Obsolete Members for QScriptEngine
The following class members are obsolete. They are provided to keep old source code working. We strongly advise against using them in new code.
Public Functions
bool | canEvaluate ( const QString & program ) const (obsolete) |
Member Function Documentation
bool QScriptEngine::canEvaluate ( const QString & program ) const
Returns true if program can be evaluated; i.e. the code is sufficient to determine whether it appears to be a syntactically correct program, or contains a syntax error.
This function returns false if program is incomplete; i.e. the input is syntactically correct up to the point where the input is terminated.
Note that this function only does a static check of program; e.g. it does not check whether references to variables are valid, and so on.
A typical usage of canEvaluate() is to implement an interactive interpreter for QtScript.

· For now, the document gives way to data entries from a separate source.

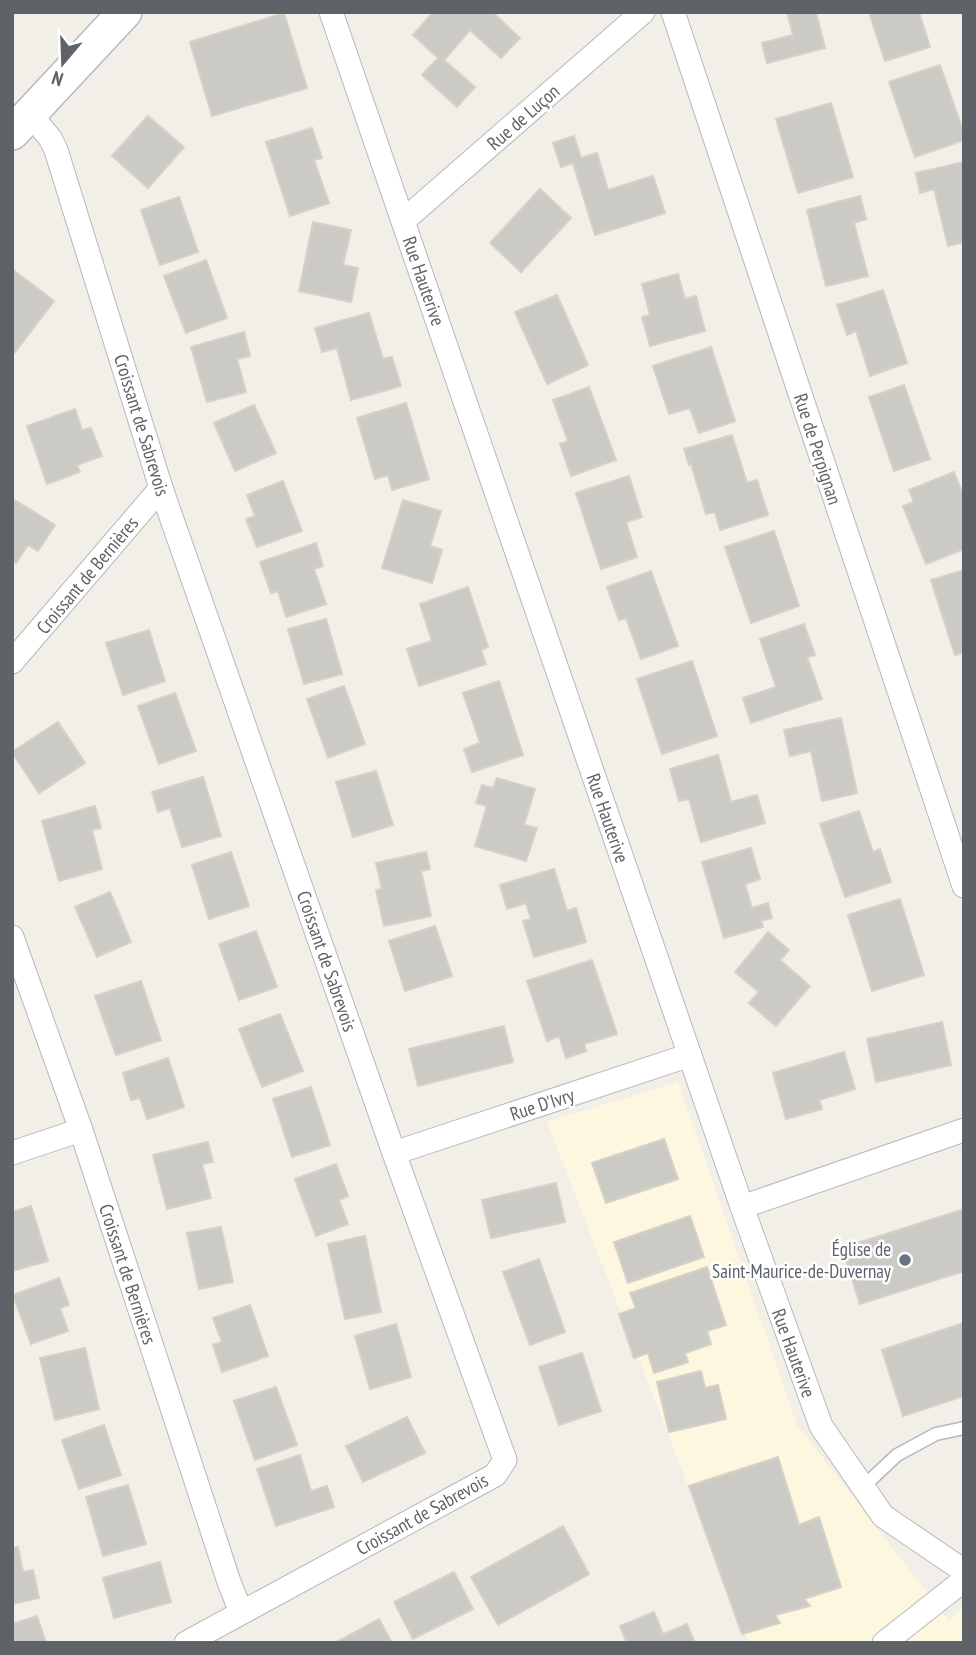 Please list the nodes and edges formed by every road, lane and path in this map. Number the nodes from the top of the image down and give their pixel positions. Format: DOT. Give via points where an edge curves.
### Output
graph roads {
  1 [pos="125,12"];
  2 [pos="331,12"];
  3 [pos="643,12"];
  4 [pos="673,12"];
  5 [pos="21,123"];
  6 [pos="403,221"];
  7 [pos="161,488"];
  8 [pos="12,662"];
  9 [pos="964,886"];
  10 [pos="12,937"];
  11 [pos="690,1055"];
  12 [pos="81,1130"];
  13 [pos="964,1130"];
  14 [pos="12,1153"];
  15 [pos="394,1153"];
  16 [pos="742,1207"];
  17 [pos="964,1428"];
  18 [pos="863,1487"];
  19 [pos="964,1571"];
  20 [pos="964,1580"];
  21 [pos="241,1612"];
  22 [pos="186,1643"];
  23 [pos="884,1643"];
  1 -- 5 [label="street"];
  2 -- 6 [label="street, Rue Hauterive"];
  3 -- 6 [label="street, Rue de Luçon"];
  4 -- 9 [label="street, Rue de Perpignan"];
  5 -- 7 [label="street, Croissant de Sabrevois" via="50,138 56,150"];
  6 -- 11 [label="street, Rue Hauterive"];
  7 -- 8 [label="street, Croissant de Bernières"];
  7 -- 15 [label="street, Croissant de Sabrevois"];
  10 -- 12 [label="street, Croissant de Bernières"];
  11 -- 15 [label="street, Rue D'Ivry"];
  11 -- 16 [label="street, Rue Hauterive"];
  12 -- 14 [label="street"];
  12 -- 21 [label="street, Croissant de Bernières"];
  13 -- 16 [label="street"];
  15 -- 21 [label="street, Croissant de Sabrevois" via="505,1461 495,1475"];
  16 -- 18 [label="street, Rue Hauterive" via="821,1426"];
  17 -- 18 [label="lane" via="936,1434 897,1455"];
  18 -- 19 [label="street, Rue Hauterive" via="883,1516"];
  20 -- 23 [label="street"];
  21 -- 22 [label="street, Croissant de Sabrevois"];
} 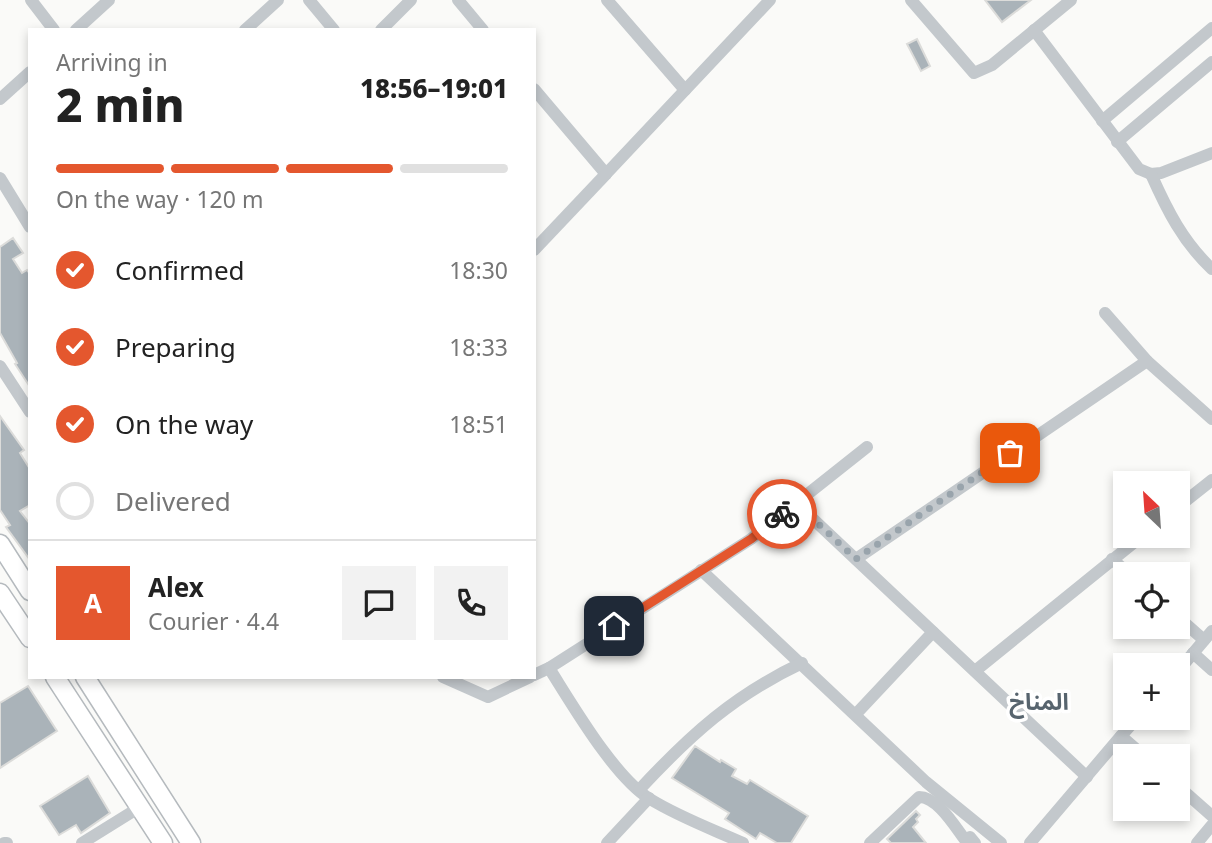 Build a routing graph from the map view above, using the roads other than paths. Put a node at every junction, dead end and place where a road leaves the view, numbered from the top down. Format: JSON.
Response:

The user is repeatedly queried for individual lines of code; the lines are concatened internally, and only when canEvaluate() returns true for the resulting program is it passed to evaluate().
The following are some examples to illustrate the behavior of canEvaluate(). (Note that all example inputs are assumed to have an explicit newline as their last character, since otherwise the QtScript parser would automatically insert a semi-colon character at the end of the input, and this could cause canEvaluate() to produce different results.)
Given the input
if (hello && world)
print("hello world");
canEvaluate() will return true, since the program appears to be complete.
Given the input
if (hello &&
canEvaluate() will return false, since the if-statement is not complete, but is syntactically correct so far.
Given the input
0 = 0
canEvaluate() will return true, but evaluate() will throw a SyntaxError given the same input.
Given the input
./test.js
canEvaluate() will return true, even though the code is clearly not syntactically valid QtScript code. evaluate() will throw a SyntaxError when this code is evaluated.
Given the input
foo["bar"]
canEvaluate() will return true, but evaluate() will throw a ReferenceError if foo is not defined in the script environment.